Sunday, July 22, 2018

USCIS Adjudicator’s Discretion Restored in Denying Applications, Petitions and Requests without Issuing RFE’s or NOIDS.

In a new policy memorandum issued by the United States Citizenship and Immigration Services (USCIS) last July 13, 2018, USCIS adjudicators are given discretion to deny applications, petitions, or requests without first issuing a Request for Evidence (RFE) or Notice of Intent to Deny (NOID) if the initial evidence is not submitted or if the evidence in the record does not establish eligibility. The policy is to take effect on September 11, 2018 and applies to all applications, petitions, and requests received after said date.

The new policy memorandum departs from (and rescinds) a policy memorandum from June 3, 2013 which stated that adjudicators should issue an RFE unless there was “no possibility” that the deficiency in the application, petition, or request could be cured by the submission of additional evidence. Under the June 3, 2013 memorandum, denials issued without an RFE or a NOID were only issued for statutory denials such as if the applicant, petitioner or requestor has no legal basis for the benefit that they are applying, petitioning, or requesting for or if the benefit or relief requested is under a program that has been terminated. 

With the rescission of the “no possibility” policy, the memorandum means that, aside from statutory denials, USCIS may also deny applications, petitions and requests without issuing an RFE or a NOID if not all the required evidence is submitted with the benefit request. Said denial will be based on lack of required initial evidence. Examples of cases where there may be a denial without issuing an RFE or a NOID include, but are not limited to:

  • Waiver applications submitted with little to no supporting evidence; or
  • Cases where the regulations, the statute, or form instructions require the submission of an official document or other form or evidence establishing eligibility at the time of filing and there is no submission. For example, family-based or employment-based categories where an Affidavit of Support (Form I-864), if required, was not submitted with the Application to Register Permanent Residence or Adjust Status (Form I-485).

The policy is intended to discourage frivolous or substantially incomplete filings and to encourage applicants, petitioners, and requestors for U.S. visas for overseas education and green cards to be diligent in collecting and submitting required evidence.

by: Enterline and Partners Consulting

Tuesday, July 10, 2018

U.S. Department of State Vietnam Visa Approvals for May and June 2018

U.S. Consulate in Ho Chi Minh City
U.S. Consulate in Ho Chi Minh City

     The U.S. Department of State (“DOS”) has published a list of visa issuances for both immigrant and nonimmigrant visas for the months of May and June 2018. 

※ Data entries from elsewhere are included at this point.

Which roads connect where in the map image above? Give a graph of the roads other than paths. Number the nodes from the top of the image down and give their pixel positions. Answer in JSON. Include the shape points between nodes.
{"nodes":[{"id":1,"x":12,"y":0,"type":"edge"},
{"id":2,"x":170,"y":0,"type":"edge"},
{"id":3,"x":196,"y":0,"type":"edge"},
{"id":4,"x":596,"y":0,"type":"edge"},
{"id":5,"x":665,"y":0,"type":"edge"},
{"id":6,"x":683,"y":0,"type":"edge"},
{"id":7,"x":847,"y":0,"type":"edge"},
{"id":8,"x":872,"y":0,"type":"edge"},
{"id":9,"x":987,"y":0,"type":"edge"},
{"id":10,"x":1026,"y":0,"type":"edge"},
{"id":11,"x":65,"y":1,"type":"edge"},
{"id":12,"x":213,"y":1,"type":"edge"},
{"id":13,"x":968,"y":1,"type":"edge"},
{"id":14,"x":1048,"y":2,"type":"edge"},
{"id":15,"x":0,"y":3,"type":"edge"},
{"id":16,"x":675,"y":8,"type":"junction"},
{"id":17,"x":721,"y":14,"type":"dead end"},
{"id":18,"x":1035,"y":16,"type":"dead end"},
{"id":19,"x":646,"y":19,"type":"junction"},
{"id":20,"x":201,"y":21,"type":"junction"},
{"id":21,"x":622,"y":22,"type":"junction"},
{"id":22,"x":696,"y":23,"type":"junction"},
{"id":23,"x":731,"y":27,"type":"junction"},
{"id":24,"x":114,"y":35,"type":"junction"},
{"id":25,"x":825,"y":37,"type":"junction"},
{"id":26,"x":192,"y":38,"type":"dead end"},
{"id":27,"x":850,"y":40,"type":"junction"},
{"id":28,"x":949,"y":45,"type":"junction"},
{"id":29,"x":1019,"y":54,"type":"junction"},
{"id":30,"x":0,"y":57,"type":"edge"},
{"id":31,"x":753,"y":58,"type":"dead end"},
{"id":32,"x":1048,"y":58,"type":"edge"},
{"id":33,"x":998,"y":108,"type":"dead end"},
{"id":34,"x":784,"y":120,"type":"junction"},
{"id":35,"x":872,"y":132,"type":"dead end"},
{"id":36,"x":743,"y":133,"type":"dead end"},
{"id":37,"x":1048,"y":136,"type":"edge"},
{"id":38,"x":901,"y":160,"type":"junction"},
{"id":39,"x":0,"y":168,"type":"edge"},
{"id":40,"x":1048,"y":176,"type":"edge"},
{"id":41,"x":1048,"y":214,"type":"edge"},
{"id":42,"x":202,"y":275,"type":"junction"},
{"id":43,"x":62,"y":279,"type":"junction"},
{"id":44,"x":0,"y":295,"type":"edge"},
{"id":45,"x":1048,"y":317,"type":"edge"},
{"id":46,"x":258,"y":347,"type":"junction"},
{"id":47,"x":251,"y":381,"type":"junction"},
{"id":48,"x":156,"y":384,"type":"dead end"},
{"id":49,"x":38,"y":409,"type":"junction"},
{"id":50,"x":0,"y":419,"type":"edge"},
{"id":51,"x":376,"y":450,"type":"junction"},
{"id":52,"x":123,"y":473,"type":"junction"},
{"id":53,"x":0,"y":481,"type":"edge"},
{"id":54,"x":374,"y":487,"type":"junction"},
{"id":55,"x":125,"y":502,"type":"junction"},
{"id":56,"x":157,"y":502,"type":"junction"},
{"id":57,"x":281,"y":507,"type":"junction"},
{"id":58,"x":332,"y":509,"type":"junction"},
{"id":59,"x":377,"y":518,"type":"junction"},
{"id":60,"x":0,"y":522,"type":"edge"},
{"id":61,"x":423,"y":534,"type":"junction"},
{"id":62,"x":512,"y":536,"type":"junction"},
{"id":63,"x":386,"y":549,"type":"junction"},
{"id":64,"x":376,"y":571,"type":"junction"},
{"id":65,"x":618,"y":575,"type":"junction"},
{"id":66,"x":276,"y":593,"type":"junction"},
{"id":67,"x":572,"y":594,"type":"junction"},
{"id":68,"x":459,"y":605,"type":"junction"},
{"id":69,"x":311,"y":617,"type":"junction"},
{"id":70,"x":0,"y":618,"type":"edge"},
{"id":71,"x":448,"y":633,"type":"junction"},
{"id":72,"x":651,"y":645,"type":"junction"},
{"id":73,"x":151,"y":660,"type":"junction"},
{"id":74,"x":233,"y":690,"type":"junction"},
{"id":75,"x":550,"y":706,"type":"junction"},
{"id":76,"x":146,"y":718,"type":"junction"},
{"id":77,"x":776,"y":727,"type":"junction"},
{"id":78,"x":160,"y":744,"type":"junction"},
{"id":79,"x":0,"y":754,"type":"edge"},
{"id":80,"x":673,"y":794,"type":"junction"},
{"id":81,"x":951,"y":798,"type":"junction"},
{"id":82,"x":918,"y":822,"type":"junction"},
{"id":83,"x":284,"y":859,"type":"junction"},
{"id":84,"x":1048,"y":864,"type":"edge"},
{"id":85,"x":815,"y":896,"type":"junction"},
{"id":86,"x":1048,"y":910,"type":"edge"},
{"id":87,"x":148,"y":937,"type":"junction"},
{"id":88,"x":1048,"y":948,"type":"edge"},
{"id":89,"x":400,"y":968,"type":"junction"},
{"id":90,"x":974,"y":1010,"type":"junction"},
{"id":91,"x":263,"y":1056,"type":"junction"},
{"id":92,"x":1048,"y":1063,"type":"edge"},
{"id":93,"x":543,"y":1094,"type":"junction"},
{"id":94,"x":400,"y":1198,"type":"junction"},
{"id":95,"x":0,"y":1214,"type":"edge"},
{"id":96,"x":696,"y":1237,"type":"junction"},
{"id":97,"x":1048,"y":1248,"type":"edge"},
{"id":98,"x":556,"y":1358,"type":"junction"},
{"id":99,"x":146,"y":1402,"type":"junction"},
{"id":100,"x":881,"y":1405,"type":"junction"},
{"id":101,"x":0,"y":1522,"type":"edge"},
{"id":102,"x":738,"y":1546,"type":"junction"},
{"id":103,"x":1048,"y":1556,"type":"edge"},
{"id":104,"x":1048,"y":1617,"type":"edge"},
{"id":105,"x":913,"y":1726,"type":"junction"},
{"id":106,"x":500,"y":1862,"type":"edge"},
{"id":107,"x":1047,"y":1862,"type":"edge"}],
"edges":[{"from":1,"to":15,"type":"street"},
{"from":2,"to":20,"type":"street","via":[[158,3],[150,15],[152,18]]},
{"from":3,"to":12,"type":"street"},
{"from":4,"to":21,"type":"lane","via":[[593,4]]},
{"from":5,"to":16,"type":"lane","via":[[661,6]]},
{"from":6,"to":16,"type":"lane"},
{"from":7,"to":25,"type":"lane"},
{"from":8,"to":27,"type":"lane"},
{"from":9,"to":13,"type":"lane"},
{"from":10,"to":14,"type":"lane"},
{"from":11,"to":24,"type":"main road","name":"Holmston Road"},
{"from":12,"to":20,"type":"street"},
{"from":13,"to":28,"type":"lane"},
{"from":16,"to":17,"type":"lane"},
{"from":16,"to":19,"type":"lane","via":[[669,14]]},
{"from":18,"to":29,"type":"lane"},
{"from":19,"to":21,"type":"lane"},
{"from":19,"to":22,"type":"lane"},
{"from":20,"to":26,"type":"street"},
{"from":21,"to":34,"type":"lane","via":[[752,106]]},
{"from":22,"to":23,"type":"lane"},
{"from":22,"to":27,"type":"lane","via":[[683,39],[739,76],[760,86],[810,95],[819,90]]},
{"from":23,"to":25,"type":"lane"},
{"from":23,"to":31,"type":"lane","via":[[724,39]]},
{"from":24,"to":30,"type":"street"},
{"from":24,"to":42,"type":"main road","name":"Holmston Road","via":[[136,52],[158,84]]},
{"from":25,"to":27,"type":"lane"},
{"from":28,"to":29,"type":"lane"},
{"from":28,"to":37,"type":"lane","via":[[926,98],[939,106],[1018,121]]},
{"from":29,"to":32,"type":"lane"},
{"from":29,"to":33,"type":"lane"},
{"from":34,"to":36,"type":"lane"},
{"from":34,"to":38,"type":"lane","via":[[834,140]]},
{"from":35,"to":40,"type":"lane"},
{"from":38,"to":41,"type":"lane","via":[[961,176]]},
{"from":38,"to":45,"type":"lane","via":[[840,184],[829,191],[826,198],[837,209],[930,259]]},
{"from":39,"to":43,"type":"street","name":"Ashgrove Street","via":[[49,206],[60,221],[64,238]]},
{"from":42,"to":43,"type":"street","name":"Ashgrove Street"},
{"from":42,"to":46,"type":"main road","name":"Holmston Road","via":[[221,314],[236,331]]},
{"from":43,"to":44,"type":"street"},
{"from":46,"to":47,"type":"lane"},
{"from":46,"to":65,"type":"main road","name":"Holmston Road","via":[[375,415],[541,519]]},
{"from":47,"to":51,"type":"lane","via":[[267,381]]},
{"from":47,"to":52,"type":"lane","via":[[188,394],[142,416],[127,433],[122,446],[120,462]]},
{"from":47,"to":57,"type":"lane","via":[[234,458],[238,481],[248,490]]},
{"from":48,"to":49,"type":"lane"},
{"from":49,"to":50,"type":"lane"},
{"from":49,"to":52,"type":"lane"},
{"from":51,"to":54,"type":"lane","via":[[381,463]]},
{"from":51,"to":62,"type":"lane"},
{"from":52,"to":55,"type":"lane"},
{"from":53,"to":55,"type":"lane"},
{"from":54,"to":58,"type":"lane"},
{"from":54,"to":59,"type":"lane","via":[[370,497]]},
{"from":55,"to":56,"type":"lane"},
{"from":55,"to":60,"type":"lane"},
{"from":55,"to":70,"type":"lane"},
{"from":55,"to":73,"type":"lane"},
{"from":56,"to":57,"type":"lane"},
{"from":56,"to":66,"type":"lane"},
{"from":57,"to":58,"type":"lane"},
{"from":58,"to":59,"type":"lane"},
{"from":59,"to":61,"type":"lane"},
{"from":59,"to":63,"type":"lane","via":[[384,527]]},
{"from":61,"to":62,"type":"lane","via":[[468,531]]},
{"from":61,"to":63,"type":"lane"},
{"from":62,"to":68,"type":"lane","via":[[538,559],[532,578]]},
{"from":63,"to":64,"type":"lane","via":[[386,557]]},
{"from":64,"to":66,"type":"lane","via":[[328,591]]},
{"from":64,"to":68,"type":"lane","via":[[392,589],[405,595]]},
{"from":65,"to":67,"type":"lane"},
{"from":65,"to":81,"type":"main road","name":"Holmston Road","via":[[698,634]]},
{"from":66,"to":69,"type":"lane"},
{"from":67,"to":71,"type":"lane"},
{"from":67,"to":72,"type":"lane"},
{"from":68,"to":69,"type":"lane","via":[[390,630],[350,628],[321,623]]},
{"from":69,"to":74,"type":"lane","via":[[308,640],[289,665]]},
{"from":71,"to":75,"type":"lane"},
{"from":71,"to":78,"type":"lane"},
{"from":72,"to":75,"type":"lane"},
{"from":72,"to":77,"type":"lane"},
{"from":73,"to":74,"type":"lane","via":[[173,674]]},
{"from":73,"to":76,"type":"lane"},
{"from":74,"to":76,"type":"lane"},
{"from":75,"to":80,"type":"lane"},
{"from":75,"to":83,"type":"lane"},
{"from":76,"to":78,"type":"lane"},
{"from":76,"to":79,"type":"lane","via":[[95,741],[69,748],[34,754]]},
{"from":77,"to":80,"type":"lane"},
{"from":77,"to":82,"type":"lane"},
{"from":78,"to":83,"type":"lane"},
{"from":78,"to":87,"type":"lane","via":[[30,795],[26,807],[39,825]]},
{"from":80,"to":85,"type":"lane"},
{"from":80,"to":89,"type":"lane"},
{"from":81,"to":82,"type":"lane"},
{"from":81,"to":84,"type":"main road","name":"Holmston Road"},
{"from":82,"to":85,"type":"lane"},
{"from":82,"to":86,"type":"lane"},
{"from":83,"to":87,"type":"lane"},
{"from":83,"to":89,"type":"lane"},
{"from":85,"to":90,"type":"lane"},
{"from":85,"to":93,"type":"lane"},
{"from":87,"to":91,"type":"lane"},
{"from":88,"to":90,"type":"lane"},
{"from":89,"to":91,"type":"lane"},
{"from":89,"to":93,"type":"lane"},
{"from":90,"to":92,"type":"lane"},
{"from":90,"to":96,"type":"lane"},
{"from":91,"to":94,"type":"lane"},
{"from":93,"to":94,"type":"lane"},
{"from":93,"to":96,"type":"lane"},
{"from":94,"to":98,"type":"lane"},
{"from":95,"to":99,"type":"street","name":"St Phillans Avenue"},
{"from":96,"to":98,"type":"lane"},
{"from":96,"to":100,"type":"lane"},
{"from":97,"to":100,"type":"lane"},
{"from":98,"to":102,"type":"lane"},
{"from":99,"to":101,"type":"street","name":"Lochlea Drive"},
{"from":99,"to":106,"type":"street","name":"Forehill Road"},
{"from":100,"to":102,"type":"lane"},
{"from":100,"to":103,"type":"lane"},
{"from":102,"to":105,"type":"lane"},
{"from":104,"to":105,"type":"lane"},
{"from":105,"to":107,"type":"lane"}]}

     There were 1,643 immigrant visas issued for Vietnamese nationals in May. Eighty-four were IR-1 visas and 187 were CR-1 visas. The IR-1 visa and the CR-1 visa are issued to foreign spouses of U.S. citizens. IR-1 visas are issued to those who have been married to a U.S. citizen for more than two years while CR-1 visas are issued to foreigners who have been married to a U.S. citizen for less than two years. 

     There were no EB-5 visas issued in Vietnam. 

     A total of 14,633 nonimmigrant visas were issued to Vietnamese nationals in May. Of that number, 12,080 were B-1/B-2 visas. A B-1/B-2 visa is issued to those visiting the U.S. for temporary business and/ or pleasure. There were 1,113 visas issued to Vietnamese students aspiring to study in the United States. This included 1,110 F-1 visas for academic and language students, 3 M-1 visas for vocational students, and 125 J-1 visas for exchange visitors such as exchange students, au pairs, professionals, scholars, and teachers. 

     The majority of the visas issued from Vietnam were issued by the consulate in Ho Chi Minh City. For May, the consulate in Ho Chi Minh issued 1,601 immigrant visas and 10,136 nonimmigrant visas while only 6 immigrant visas and 3,796 nonimmigrant visas were issued from Hanoi.

     The number of immigrant visas approved for Vietnamese nationals slightly decreased to 1,602 in June. There was, however, an increase in the number of IR-1 (103) and CR-1 (238) visas approved. 

     On the other hand, June showed a slight increase in the number of nonimmigrant visa approvals for Vietnamese nationals bringing the total to 14,945. Majority of the visas issued were from the B-1/B2 category (10,430 visas). The number of academic visas (F, M, and J) increased nearly 173% because of the upcoming U.S. academic year. Specifically, 3,147 F-1 visas, 8 M-1 visas, and 228 J-1 visas were issued to Vietnamese students. 

     Most of the June issued visas from were also issued by the consulate in Ho Chi Minh. The consulate in Ho Chi Minh issued 1,566 immigrant visas and 10,309 nonimmigrant visas. The consulate in Hanoi issued 8 nonimmigrant visas and 3,942 nonimmigrant visas. 

     These numbers only show the approvals and does not in any way show a trend since data on the number of applicants per month and the number of rejections is not available to the public.